Time functions differently in the Sunshine Coast of British Columbia, a chain of settlements that includes Sechelt, Gibsons, and Roberts Creek. Due to the Geographical Proximity Paradox, people of this area can straddle two temporal realities—coastal timelessness and city efficiency—just 40 minutes by ferry from Vancouver.
Time is divided into 15-minute calendar segments in Vancouver. It spreads like the tides in Sechelt. Without waitresses teasing the bill, talks continue into the evening at Pender Harbour's Lighthouse Pub. In Roberts Creek's Gumboot Garden, artists gauge their progress not by deadlines but by the seasons—a mural displayed at the summer solstice, a ceramic glaze developed throughout the winter.

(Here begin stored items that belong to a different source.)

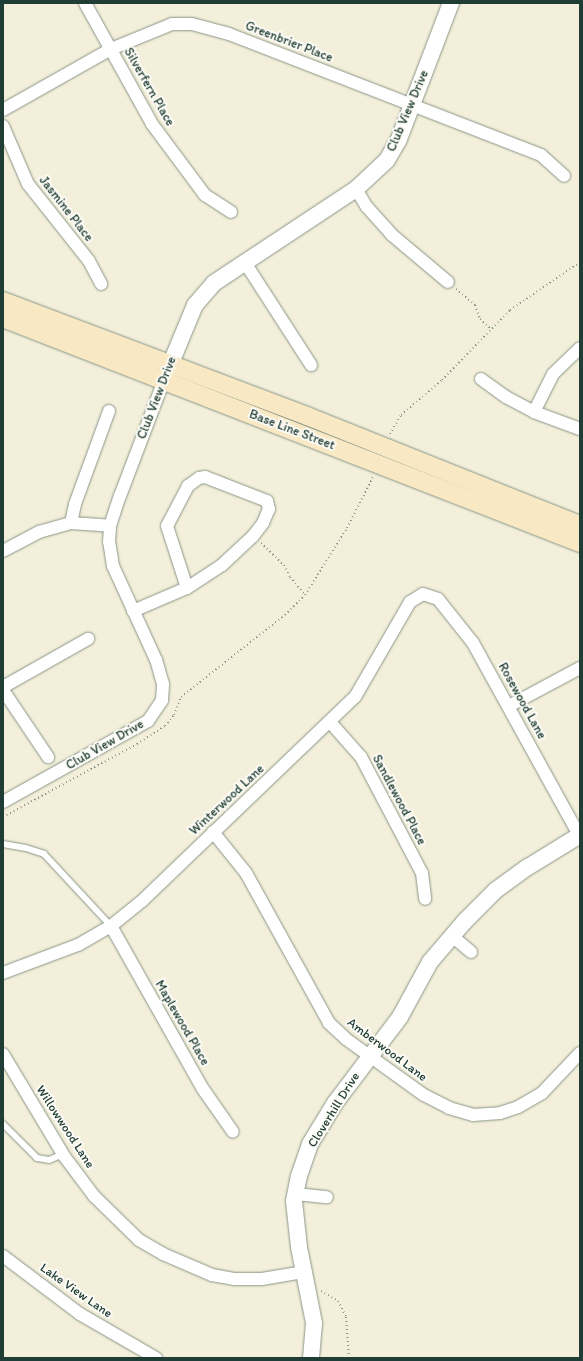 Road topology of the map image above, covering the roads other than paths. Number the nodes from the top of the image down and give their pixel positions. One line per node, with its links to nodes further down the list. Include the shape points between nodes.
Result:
1 (85, 3): 3 (street, Silverfern Place)
2 (451, 3): 4 (street, Club View Drive)
3 (111, 49): 4 (street, Greenbrier Place, via 172,24 192,24 229,34); 5 (street, Greenbrier Place); 9 (street, Silverfern Place, via 152,124 205,195)
4 (412, 105): 7 (street, Greenbrier Place, via 541,156); 8 (street, Club View Drive, via 387,160)
5 (3, 110)
6 (3, 126): 12 (street, Jasmine Place, via 28,184 89,261)
7 (564, 176)
8 (356, 189): 10 (street, Club View Drive); 11 (street, via 366,207 392,235)
9 (231, 212)
10 (244, 261): 16 (street); 17 (street, Club View Drive, via 214,283 195,305)
11 (448, 282)
12 (101, 284)
13 (3, 301): 17 (main road, Base Line Street)
14 (3, 318): 17 (main road, Base Line Street)
15 (580, 348): 20 (street, via 553,374)
16 (311, 365)
17 (166, 373): 23 (main road, Base Line Street, via 307,416); 24 (street, Club View Drive); 25 (main road, Base Line Street)
18 (481, 379): 20 (street, via 506,397)
19 (109, 411): 22 (street, via 75,504)
20 (534, 412): 21 (street)
21 (580, 429)
22 (71, 523): 24 (street); 26 (street, via 38,532)
23 (580, 525)
24 (110, 526): 29 (street, Club View Drive, via 112,566)
25 (580, 543)
26 (3, 550)
27 (187, 588): 27 (street, via 168,526 188,486 205,477 267,501 267,516 254,536 209,575); 29 (street)
28 (423, 594): 34 (street, Rosewood Lane, via 438,600 470,638); 35 (street, Winterwood Lane, via 410,602 355,696)
29 (134, 611): 37 (street, Club View Drive, via 156,660 163,684 162,700 156,712 148,721)
30 (88, 639): 32 (street)
31 (580, 668): 34 (street)
32 (3, 687)
33 (3, 690): 36 (street)
34 (509, 706): 39 (street, Rosewood Lane)
35 (330, 722): 38 (street, Winterwood Lane); 41 (street, Sandlewood Place, via 361,757 422,873)
36 (48, 757)
37 (3, 802)
38 (213, 832): 42 (street, Winterwood Lane, via 142,901); 48 (street, Amberwood Lane, via 246,873 329,1023)
39 (580, 836): 43 (street, Cloverhill Drive, via 528,867 496,890)
40 (3, 844): 42 (lane, via 44,854)
41 (425, 899)
42 (111, 926): 45 (street, Winterwood Lane, via 78,945); 50 (street, Maplewood Place, via 203,1089)
43 (452, 936): 44 (street); 48 (street, Cloverhill Drive, via 430,962 400,1017)
44 (471, 952)
45 (3, 973)
46 (580, 1053): 48 (street, Amberwood Lane, via 542,1093 518,1107 500,1113 473,1115 449,1108 424,1095)
47 (3, 1054): 51 (street, Willowwood Lane)
48 (370, 1055): 52 (street, Cloverhill Drive, via 310,1144)
49 (3, 1124): 51 (lane, via 37,1158 49,1160)
50 (233, 1132)
51 (63, 1154): 55 (street, Willowwood Lane, via 94,1196 120,1223 139,1240 163,1254 212,1275 234,1279 262,1279)
52 (296, 1194): 53 (street); 55 (street, Cloverhill Drive, via 298,1247)
53 (327, 1197)
54 (3, 1256): 56 (street, Lake View Lane, via 80,1314)
55 (304, 1272): 57 (street, Cloverhill Drive, via 314,1324)
56 (156, 1358)
57 (311, 1358)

This change in time is not coincidental. Commuters use the boat voyage as a spatial buffer where they can release urban urgency and as a ritual of decompression. Sunshine Coast residents experience 37% lower stress levels than their Vancouver counterparts, according to a 2022 SFU study, which attributes this to the area's "time-affluent" culture.
The pace of even development is slower. It took ten years for Gibsons' new mixed-use waterfront project to be approved—not because of red tape, but because more than 700 locals attended workshops to make sure it reflected their values.

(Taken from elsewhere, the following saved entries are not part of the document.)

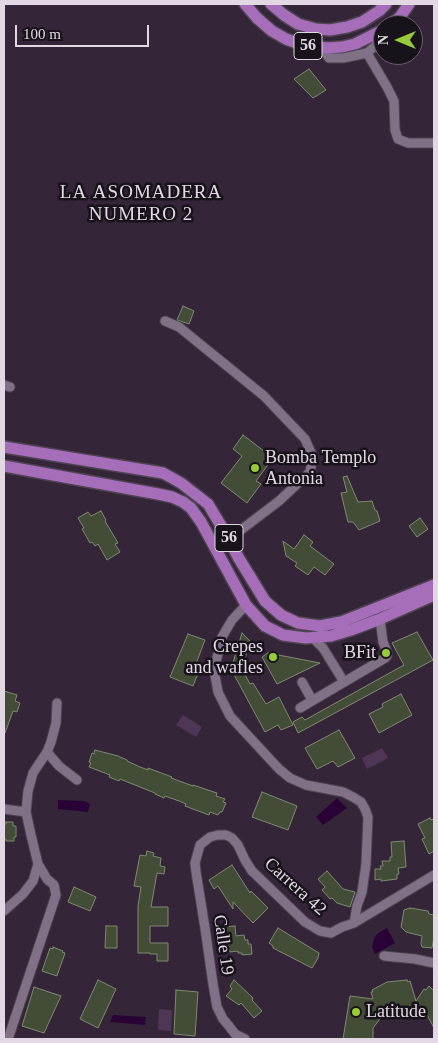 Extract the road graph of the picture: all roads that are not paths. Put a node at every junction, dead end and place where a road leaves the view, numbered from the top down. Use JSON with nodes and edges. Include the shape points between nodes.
{"nodes":[{"id":1,"x":245,"y":4,"type":"edge"},
{"id":2,"x":271,"y":4,"type":"edge"},
{"id":3,"x":386,"y":4,"type":"edge"},
{"id":4,"x":409,"y":4,"type":"edge"},
{"id":5,"x":401,"y":15,"type":"edge"},
{"id":6,"x":373,"y":35,"type":"edge"},
{"id":7,"x":320,"y":47,"type":"junction"},
{"id":8,"x":373,"y":47,"type":"edge"},
{"id":9,"x":367,"y":53,"type":"junction"},
{"id":10,"x":434,"y":143,"type":"edge"},
{"id":11,"x":165,"y":321,"type":"dead end"},
{"id":12,"x":4,"y":447,"type":"edge"},
{"id":13,"x":4,"y":466,"type":"edge"},
{"id":14,"x":229,"y":539,"type":"junction"},
{"id":15,"x":434,"y":585,"type":"edge"},
{"id":16,"x":434,"y":595,"type":"edge"},
{"id":17,"x":246,"y":605,"type":"junction"},
{"id":18,"x":380,"y":619,"type":"junction"},
{"id":19,"x":313,"y":638,"type":"junction"},
{"id":20,"x":302,"y":682,"type":"dead end"},
{"id":21,"x":344,"y":682,"type":"junction"},
{"id":22,"x":312,"y":700,"type":"junction"},
{"id":23,"x":57,"y":703,"type":"dead end"},
{"id":24,"x":300,"y":708,"type":"dead end"},
{"id":25,"x":47,"y":752,"type":"junction"},
{"id":26,"x":77,"y":780,"type":"dead end"},
{"id":27,"x":4,"y":809,"type":"edge"},
{"id":28,"x":26,"y":812,"type":"junction"},
{"id":29,"x":200,"y":845,"type":"joint"},
{"id":30,"x":38,"y":864,"type":"junction"},
{"id":31,"x":434,"y":875,"type":"edge"},
{"id":32,"x":47,"y":879,"type":"junction"},
{"id":33,"x":33,"y":881,"type":"junction"},
{"id":34,"x":4,"y":911,"type":"edge"},
{"id":35,"x":354,"y":923,"type":"junction"},
{"id":36,"x":384,"y":956,"type":"dead end"},
{"id":37,"x":434,"y":963,"type":"edge"},
{"id":38,"x":8,"y":1039,"type":"edge"},
{"id":39,"x":245,"y":1039,"type":"edge"}],
"edges":[{"from":1,"to":7,"type":"main road","number":"56","via":[[272,31],[302,45]]},
{"from":2,"to":3,"type":"main road","number":"56","via":[[298,24],[330,30],[362,22]]},
{"from":4,"to":5,"type":"main road"},
{"from":6,"to":7,"type":"main road","number":"56","via":[[342,47]]},
{"from":7,"to":9,"type":"street","via":[[329,58]]},
{"from":8,"to":9,"type":"street"},
{"from":9,"to":10,"type":"street","via":[[394,101],[398,139],[408,143]]},
{"from":11,"to":14,"type":"street","via":[[179,327],[264,396],[304,439],[313,457],[310,472],[279,501]]},
{"from":12,"to":14,"type":"main road","number":"56","via":[[163,473],[208,504]]},
{"from":13,"to":17,"type":"main road","number":"56","via":[[158,494],[183,502],[201,522]]},
{"from":14,"to":15,"type":"main road","number":"56","via":[[265,601],[281,616],[298,623],[320,626],[341,622]]},
{"from":16,"to":18,"type":"main road","number":"56"},
{"from":17,"to":19,"type":"main road","number":"56","via":[[265,626],[283,635]]},
{"from":17,"to":35,"type":"street","via":[[222,637],[214,670],[218,692],[230,716],[290,778],[306,785],[343,792],[361,802],[368,817],[368,833],[362,892]]},
{"from":18,"to":19,"type":"main road","number":"56","via":[[340,634]]},
{"from":18,"to":21,"type":"street","via":[[386,658]]},
{"from":19,"to":21,"type":"street","via":[[324,648]]},
{"from":20,"to":22,"type":"street"},
{"from":21,"to":22,"type":"street"},
{"from":22,"to":24,"type":"street"},
{"from":23,"to":25,"type":"street","via":[[56,723]]},
{"from":25,"to":26,"type":"street","via":[[58,766]]},
{"from":25,"to":28,"type":"street","via":[[33,773]]},
{"from":27,"to":28,"type":"street"},
{"from":28,"to":30,"type":"street"},
{"from":29,"to":35,"type":"street","name":"Carrera 42","via":[[218,835],[232,838],[252,871],[305,922],[320,931],[331,933]]},
{"from":29,"to":39,"type":"street","name":"Calle 19","via":[[195,863],[217,1007],[228,1026]]},
{"from":30,"to":32,"type":"street"},
{"from":30,"to":33,"type":"street"},
{"from":31,"to":35,"type":"street","name":"Carrera 42"},
{"from":32,"to":33,"type":"street"},
{"from":32,"to":38,"type":"street","via":[[54,885],[56,895]]},
{"from":33,"to":34,"type":"street","via":[[24,894]]},
{"from":36,"to":37,"type":"street"}]}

The productivity of tech CEOs in the coves of Halfmoon Bay, meantime, has been linked to creative clarity rather than clock-punching, and they have traded stock tickers for tide charts.
In this case, purchasing real estate involves a commitment to allow time to pass rather than only a transaction. As one Sechelt resident quipped, "My smartwatch died of boredom. I now use the herons fishing during high tide to tell the time.